__What is being asked__.
Nothing but the lines from the one containing "index mcp: (322, 252)" to the final line of the entries should appear, copied exactly and without pictures.

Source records
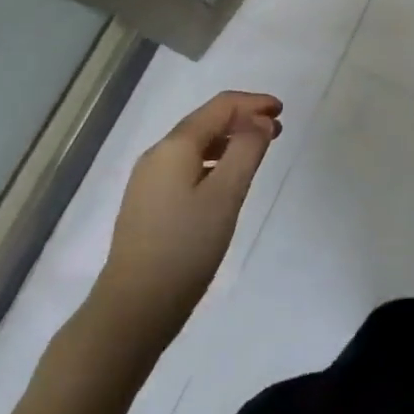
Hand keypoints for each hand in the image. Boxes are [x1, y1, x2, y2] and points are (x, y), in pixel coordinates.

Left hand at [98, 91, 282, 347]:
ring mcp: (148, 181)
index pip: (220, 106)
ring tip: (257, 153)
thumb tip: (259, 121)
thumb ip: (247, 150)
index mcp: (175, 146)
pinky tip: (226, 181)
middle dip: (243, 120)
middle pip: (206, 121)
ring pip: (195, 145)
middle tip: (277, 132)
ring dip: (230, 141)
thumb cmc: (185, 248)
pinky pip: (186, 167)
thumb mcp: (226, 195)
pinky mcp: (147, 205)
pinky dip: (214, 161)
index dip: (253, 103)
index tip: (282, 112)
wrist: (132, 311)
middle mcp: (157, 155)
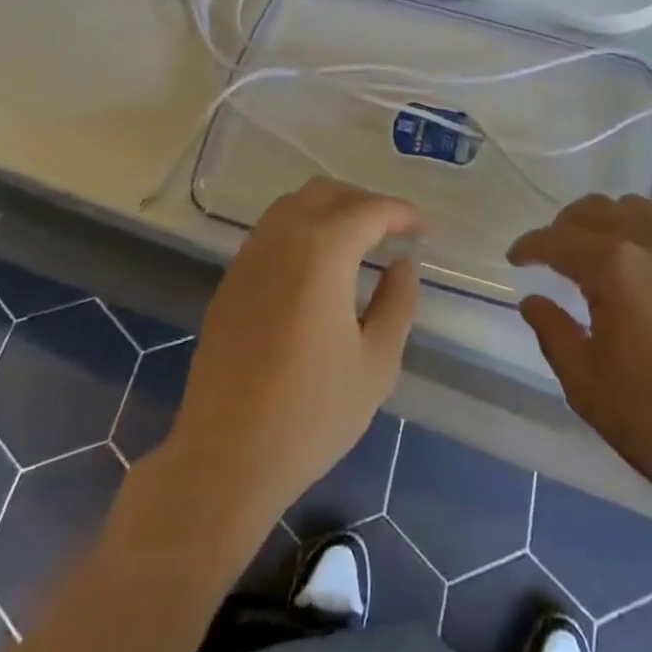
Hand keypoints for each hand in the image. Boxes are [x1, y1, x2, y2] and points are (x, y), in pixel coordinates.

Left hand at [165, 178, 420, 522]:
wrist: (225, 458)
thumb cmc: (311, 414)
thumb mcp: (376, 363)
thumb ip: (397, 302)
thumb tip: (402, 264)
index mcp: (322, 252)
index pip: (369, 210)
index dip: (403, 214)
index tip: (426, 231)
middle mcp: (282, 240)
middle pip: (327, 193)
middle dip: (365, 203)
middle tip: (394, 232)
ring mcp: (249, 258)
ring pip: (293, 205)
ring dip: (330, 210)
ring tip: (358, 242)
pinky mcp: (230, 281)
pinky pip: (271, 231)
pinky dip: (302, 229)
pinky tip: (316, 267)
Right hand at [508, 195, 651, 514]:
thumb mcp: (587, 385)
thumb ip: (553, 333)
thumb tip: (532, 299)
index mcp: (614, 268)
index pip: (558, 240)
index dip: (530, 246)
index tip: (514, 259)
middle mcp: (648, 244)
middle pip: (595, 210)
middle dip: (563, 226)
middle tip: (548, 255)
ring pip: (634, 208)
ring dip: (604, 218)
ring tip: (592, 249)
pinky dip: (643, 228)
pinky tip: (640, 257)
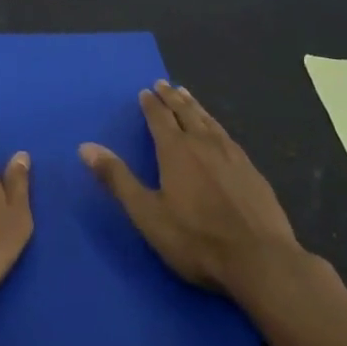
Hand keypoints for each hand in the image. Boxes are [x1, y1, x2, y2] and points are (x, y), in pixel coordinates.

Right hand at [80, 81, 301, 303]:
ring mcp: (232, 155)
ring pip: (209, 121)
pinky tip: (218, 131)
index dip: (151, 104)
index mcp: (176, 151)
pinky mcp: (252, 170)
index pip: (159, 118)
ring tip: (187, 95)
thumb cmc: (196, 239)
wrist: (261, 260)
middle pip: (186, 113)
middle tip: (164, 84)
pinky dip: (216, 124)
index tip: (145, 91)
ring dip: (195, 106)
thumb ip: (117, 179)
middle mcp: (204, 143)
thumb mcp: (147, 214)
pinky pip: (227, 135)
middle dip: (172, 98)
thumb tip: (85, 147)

__Response below__.
index mcp: (322, 252)
index pip: (369, 210)
index dip: (403, 214)
index tip: (426, 231)
middle mcp: (282, 240)
middle pip: (327, 193)
middle dip: (365, 203)
middle tip: (394, 232)
ring mcp: (249, 258)
ring pip: (293, 205)
ring dip: (330, 210)
ring tip: (358, 242)
pinky mcp: (230, 281)
pinky pip: (271, 231)
pinky dip: (302, 229)
pinky tip: (316, 267)
Right hand at [508, 195, 651, 514]:
thumb mcp: (587, 385)
thumb ip: (553, 333)
thumb tip: (532, 299)
index mcp: (614, 268)
index pip: (558, 240)
index dip: (530, 246)
index tip: (514, 259)
middle mcp: (648, 244)
middle pip: (595, 210)
middle dip: (563, 226)
middle tip: (548, 255)
ring pip: (634, 208)
ring dip: (604, 218)
ring tip: (592, 249)
pinky dip: (643, 228)
pinky tip: (640, 257)
Hand keypoints for each hand in the image. Boxes are [x1, y1, x2, y2] and points are (x, y), in pixel coordinates.

Right hand at [80, 81, 301, 303]:
ring mcp: (232, 155)
ring pip: (209, 121)
pinky tip: (218, 131)
index dip: (151, 104)
index mcp: (176, 151)
pinky mcp: (252, 170)
index pip: (159, 118)
ring tip: (187, 95)
thumb cmc: (196, 239)
wrist: (261, 260)
middle pip: (186, 113)
middle tip: (164, 84)
pinky dip: (216, 124)
index tip: (145, 91)
ring dip: (195, 106)
thumb ip: (117, 179)
middle mcp: (204, 143)
thumb mcp: (147, 214)
pinky pip: (227, 135)
middle dip: (172, 98)
thumb tip: (85, 147)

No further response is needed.